Exercise goal — Lines of the material that include the word "SUNSET" are to be counted; only their number should be given.

Given data —
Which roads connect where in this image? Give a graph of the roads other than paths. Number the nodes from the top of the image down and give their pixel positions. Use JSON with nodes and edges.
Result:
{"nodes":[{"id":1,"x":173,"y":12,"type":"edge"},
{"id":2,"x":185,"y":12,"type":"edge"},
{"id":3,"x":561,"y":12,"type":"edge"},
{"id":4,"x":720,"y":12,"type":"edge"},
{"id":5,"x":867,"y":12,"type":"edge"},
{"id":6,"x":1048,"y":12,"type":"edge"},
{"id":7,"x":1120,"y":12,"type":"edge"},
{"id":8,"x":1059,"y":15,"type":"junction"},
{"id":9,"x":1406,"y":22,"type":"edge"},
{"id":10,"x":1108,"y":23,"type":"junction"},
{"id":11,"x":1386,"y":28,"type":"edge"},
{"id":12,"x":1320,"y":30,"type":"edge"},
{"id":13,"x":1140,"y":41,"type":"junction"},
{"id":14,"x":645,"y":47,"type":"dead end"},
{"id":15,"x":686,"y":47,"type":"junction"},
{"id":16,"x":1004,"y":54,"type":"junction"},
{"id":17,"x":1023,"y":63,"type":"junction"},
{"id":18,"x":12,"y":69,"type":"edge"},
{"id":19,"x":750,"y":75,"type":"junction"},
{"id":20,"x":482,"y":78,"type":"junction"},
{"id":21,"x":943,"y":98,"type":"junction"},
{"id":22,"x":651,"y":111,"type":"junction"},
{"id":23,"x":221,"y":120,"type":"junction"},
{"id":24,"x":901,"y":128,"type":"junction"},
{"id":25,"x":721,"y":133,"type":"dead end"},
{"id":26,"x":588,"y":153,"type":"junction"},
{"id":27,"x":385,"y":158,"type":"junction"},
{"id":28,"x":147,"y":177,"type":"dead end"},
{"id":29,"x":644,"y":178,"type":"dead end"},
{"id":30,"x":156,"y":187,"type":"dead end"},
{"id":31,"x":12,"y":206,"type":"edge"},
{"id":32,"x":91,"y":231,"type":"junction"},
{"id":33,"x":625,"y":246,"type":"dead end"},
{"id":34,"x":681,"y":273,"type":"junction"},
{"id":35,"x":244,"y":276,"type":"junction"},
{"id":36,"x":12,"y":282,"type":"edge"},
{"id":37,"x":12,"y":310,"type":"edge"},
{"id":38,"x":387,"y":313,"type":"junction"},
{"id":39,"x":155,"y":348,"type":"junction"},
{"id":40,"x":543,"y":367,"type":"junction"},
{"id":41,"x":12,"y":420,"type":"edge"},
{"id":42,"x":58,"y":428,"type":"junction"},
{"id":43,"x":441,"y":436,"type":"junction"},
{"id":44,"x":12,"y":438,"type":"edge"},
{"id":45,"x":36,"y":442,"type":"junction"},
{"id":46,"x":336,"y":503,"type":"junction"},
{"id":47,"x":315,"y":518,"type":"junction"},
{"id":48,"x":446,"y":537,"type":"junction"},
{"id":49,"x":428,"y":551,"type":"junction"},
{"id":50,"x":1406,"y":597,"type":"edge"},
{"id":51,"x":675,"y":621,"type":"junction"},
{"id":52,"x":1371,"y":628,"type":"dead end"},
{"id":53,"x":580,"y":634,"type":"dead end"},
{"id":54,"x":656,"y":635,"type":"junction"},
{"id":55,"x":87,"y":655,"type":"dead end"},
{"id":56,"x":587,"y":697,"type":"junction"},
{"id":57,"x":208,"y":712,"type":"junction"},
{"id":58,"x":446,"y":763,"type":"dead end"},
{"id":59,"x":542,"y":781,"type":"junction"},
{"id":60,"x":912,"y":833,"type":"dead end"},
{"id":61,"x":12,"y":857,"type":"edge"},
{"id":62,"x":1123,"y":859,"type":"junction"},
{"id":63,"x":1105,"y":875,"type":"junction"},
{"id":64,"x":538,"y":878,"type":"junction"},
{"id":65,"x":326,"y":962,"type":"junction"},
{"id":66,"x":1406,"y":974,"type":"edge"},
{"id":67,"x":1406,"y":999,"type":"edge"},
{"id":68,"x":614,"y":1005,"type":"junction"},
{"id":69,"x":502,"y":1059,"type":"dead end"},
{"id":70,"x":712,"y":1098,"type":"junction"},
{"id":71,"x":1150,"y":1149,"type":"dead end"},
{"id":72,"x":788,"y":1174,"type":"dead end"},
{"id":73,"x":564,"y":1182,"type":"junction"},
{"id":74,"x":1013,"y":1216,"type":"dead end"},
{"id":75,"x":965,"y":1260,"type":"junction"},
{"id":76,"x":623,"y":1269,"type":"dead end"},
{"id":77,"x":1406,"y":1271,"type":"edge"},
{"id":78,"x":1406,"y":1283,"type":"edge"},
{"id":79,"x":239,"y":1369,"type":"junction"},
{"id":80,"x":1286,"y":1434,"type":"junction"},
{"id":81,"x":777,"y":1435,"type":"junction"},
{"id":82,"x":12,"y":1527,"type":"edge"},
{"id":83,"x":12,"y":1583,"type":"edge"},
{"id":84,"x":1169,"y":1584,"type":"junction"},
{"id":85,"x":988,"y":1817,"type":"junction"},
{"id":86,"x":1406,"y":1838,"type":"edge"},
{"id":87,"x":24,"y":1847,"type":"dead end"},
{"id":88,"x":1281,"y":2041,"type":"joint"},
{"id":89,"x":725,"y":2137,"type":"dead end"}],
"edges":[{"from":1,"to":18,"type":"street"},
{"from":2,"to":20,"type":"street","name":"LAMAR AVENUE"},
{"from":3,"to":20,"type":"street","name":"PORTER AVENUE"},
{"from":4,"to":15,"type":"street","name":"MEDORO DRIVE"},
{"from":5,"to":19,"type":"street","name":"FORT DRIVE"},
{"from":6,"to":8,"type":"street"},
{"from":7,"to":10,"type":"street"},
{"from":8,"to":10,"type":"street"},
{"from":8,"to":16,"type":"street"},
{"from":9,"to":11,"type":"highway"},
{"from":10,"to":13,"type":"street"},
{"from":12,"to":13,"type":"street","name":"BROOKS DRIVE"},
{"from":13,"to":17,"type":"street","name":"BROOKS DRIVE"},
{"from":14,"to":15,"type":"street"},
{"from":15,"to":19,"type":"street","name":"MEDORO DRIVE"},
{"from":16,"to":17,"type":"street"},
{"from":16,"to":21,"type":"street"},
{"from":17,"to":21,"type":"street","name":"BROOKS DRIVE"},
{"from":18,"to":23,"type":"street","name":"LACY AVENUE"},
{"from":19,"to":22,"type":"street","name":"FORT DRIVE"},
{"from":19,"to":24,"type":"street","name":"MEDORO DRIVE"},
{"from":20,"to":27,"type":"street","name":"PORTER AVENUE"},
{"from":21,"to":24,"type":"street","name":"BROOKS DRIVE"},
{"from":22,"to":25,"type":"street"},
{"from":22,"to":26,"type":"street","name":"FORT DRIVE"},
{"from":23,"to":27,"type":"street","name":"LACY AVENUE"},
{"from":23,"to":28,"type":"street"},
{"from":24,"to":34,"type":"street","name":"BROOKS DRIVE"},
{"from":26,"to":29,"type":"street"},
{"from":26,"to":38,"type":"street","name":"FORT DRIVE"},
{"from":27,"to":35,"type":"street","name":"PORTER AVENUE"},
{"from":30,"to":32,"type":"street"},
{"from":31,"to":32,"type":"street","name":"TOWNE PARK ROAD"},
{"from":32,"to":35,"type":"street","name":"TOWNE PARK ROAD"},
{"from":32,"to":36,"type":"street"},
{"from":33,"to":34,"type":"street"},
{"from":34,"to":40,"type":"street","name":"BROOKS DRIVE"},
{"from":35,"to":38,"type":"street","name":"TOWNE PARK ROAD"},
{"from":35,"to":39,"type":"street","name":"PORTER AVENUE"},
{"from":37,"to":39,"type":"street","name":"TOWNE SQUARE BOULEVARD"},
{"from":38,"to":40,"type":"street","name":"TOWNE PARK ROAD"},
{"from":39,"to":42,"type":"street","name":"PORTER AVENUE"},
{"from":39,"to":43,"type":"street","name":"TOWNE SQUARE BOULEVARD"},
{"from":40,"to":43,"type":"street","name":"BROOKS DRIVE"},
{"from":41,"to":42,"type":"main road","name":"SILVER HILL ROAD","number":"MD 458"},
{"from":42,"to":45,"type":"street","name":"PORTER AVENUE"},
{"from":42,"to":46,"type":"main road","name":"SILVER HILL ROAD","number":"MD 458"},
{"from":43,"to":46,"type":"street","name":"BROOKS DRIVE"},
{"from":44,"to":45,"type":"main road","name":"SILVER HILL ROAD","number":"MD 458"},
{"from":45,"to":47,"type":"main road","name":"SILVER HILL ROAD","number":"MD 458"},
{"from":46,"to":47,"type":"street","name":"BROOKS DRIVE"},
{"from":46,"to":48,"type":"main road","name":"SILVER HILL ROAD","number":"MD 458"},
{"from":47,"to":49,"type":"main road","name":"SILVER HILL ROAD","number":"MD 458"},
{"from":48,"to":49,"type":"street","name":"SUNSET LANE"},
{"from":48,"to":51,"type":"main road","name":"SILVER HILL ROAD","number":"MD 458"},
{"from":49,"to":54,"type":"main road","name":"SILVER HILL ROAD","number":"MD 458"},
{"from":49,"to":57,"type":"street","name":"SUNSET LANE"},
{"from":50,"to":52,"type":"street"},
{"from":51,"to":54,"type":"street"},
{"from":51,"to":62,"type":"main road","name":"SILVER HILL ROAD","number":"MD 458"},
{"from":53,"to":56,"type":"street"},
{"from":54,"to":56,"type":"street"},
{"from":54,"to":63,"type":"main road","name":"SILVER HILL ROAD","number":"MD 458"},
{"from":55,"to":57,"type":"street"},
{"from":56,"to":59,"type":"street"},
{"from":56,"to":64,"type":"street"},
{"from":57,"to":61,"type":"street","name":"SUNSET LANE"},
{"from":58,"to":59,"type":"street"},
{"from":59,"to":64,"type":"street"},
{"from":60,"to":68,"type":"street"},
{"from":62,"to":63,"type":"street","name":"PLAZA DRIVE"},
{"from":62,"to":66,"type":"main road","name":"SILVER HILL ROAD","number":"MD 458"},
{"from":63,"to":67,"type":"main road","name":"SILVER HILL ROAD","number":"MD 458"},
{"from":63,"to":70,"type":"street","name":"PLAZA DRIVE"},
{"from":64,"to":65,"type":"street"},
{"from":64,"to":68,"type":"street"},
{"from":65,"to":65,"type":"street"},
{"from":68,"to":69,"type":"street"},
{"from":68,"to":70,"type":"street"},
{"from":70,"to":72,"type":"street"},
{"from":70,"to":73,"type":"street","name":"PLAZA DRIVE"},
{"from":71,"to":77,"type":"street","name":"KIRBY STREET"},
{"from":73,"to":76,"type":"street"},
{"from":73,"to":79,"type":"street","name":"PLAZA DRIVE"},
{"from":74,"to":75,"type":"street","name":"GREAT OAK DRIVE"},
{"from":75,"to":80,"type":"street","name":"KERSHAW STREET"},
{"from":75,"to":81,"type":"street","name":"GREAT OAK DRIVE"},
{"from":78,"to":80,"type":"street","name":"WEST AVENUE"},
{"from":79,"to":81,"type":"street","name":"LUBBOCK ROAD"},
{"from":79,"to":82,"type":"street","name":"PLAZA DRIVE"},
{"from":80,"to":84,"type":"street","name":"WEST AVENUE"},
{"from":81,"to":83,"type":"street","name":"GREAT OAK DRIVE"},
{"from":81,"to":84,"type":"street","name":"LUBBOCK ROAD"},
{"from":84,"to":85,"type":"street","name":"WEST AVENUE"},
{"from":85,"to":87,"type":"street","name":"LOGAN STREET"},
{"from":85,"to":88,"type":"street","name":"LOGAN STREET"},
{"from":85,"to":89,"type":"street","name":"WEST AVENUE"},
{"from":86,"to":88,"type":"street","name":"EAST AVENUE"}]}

Answer below — 3